Task goal -> With the pictures omitted, repeat exactly the lines below starting with the line that has "thumb ip: (320, 234)" and going on through the line that has "pinky tip: (437, 261)".

Listed entries ->
== Segment start ==

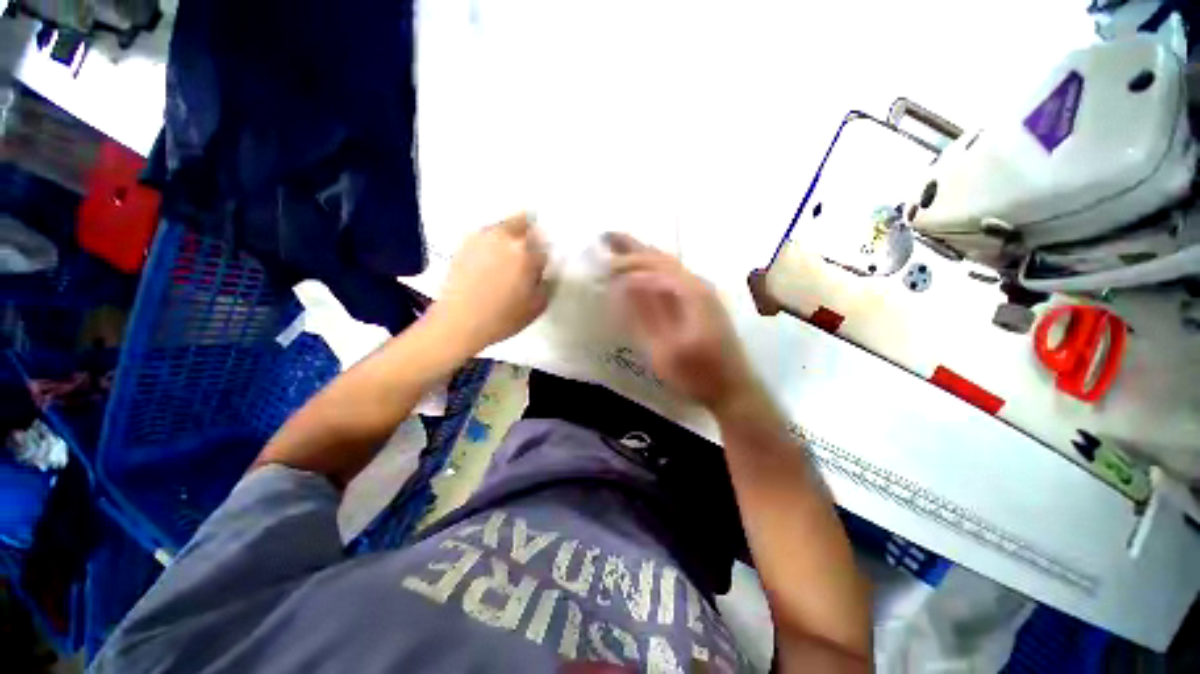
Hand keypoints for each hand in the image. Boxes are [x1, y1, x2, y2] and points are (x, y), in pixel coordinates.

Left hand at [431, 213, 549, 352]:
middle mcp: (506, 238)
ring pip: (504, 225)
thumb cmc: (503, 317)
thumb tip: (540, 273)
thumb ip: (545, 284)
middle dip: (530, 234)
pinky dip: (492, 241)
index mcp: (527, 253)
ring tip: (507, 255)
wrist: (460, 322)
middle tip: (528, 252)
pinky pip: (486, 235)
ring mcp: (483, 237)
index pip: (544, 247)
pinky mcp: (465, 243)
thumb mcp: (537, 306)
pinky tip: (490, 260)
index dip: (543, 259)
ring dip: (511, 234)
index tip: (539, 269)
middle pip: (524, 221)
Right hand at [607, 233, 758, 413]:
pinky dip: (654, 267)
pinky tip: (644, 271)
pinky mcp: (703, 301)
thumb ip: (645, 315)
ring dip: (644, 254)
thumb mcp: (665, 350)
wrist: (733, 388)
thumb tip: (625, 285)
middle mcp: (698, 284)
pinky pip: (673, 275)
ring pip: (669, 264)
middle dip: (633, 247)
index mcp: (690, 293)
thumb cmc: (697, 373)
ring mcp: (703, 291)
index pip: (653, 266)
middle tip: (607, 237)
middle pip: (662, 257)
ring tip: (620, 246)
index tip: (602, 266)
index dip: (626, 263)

== Segment end ==
== Segment start ==

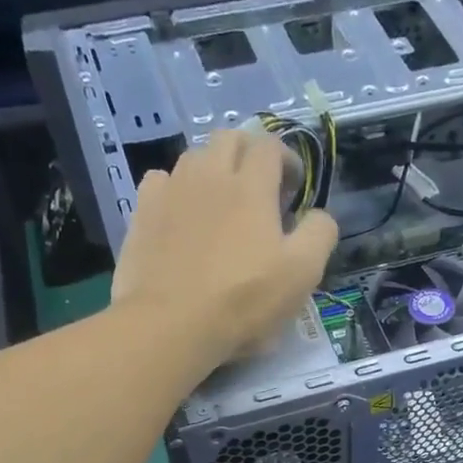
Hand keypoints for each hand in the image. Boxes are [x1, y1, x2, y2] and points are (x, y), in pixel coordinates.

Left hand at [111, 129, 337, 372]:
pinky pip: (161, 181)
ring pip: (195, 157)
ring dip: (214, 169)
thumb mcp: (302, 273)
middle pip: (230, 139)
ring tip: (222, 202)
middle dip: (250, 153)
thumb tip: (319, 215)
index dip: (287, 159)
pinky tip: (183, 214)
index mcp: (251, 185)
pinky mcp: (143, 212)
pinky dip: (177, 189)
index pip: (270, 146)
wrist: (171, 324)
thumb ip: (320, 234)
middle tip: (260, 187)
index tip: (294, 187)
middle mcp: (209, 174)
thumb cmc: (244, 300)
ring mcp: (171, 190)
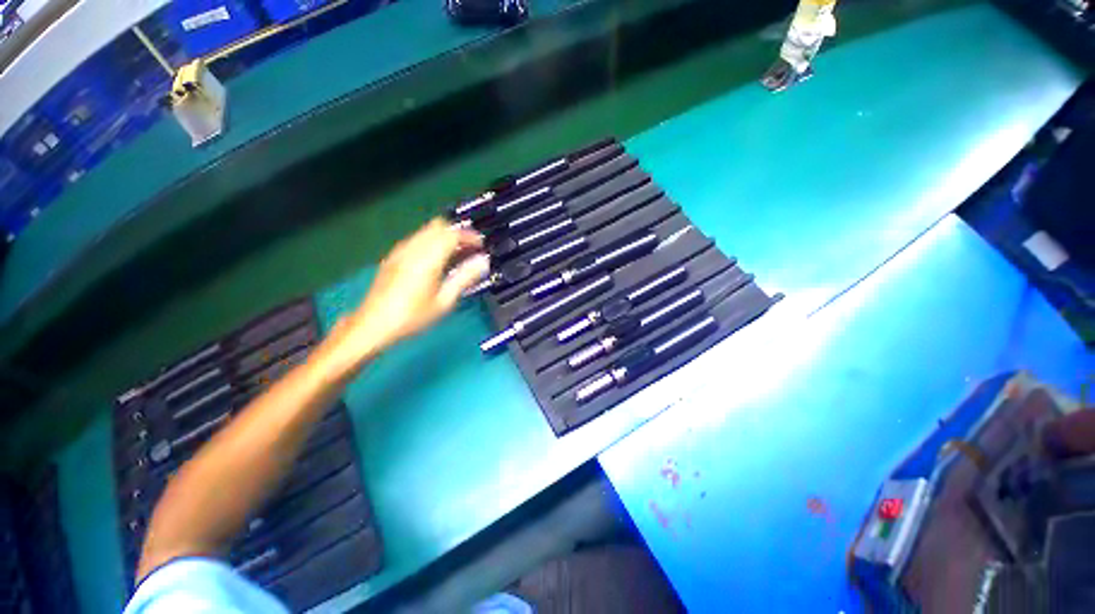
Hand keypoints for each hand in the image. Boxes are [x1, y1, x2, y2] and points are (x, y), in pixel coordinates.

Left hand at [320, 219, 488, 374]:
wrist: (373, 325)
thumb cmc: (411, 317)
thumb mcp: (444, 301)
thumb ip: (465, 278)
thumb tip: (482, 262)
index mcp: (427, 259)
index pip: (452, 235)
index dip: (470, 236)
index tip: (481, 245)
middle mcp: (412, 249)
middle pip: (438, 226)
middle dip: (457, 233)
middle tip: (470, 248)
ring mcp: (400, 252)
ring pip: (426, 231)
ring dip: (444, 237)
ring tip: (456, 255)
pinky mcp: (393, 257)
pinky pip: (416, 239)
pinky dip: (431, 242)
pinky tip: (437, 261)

== Segment end ==

Exercise output ->
thumb ip: (320, 234)
middle tip: (260, 187)
index tip: (294, 187)
middle mcp: (209, 174)
thumb cmc: (244, 300)
ring mcp: (171, 190)
Hand keypoints for each hand in the image. Boxes are [x1, y1, x2, y2] and points are (x, y), in pixel coordinates.

Left hand at [320, 219, 488, 374]:
wrist: (373, 325)
thumb cmc: (411, 317)
thumb mcp: (444, 301)
thumb ip: (465, 278)
thumb tip: (482, 262)
index mcp: (427, 259)
index pip: (452, 235)
index dip: (470, 236)
index tip: (481, 245)
middle mcp: (412, 249)
middle pip: (438, 226)
middle dip: (457, 233)
middle tip: (470, 248)
ring mcp: (400, 252)
ring pip: (426, 231)
ring dip: (444, 237)
ring tip: (456, 255)
pinky mcp: (393, 257)
pinky pip: (416, 239)
pinky dip: (431, 242)
pinky tip: (437, 261)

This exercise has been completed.